» Assignment
Count every line of the data that includes "Steig". State only the number.

Start of Block

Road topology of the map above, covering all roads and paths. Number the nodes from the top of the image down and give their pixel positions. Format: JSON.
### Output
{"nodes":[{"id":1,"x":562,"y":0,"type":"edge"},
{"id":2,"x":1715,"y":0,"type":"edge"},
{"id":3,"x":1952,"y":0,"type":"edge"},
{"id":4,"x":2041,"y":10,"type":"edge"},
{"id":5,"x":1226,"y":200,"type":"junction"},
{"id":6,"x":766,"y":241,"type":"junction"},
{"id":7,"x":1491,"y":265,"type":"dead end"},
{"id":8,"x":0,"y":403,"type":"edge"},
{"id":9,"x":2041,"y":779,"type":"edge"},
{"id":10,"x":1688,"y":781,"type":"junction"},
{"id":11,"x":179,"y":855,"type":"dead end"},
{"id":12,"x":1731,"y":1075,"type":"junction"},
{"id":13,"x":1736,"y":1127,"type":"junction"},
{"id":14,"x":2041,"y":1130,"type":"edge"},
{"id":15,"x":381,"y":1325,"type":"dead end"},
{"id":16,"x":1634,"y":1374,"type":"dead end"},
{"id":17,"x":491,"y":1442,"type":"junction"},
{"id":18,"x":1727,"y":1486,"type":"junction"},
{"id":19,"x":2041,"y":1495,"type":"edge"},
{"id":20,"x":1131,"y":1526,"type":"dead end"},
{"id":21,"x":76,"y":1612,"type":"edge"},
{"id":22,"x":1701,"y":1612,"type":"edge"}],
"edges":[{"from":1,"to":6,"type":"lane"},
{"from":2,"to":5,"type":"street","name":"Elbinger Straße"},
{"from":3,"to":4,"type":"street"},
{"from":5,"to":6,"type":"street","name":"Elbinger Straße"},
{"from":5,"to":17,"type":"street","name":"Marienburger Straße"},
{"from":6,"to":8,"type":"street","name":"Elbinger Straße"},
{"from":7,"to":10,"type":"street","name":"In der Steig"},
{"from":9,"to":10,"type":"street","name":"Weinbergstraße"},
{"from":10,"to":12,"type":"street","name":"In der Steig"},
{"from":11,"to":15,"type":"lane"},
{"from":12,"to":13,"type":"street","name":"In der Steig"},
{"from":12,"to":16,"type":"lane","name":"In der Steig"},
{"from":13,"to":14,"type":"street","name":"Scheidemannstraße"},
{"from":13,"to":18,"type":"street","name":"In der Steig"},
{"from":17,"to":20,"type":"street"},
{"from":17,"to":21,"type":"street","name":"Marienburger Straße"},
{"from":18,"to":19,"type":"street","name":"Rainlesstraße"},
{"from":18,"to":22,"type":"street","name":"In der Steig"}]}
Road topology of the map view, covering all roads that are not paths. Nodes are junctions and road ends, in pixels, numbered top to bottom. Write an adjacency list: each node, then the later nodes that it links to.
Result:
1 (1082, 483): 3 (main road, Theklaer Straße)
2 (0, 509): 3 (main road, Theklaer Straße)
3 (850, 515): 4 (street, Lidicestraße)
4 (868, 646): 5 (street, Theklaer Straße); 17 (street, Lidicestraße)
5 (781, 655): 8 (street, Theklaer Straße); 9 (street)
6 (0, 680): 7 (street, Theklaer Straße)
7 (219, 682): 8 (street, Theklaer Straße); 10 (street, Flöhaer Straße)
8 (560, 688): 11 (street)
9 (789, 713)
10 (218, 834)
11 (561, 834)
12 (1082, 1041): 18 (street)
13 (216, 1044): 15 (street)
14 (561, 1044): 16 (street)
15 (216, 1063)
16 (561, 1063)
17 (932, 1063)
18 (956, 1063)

End of Block

» Response area
6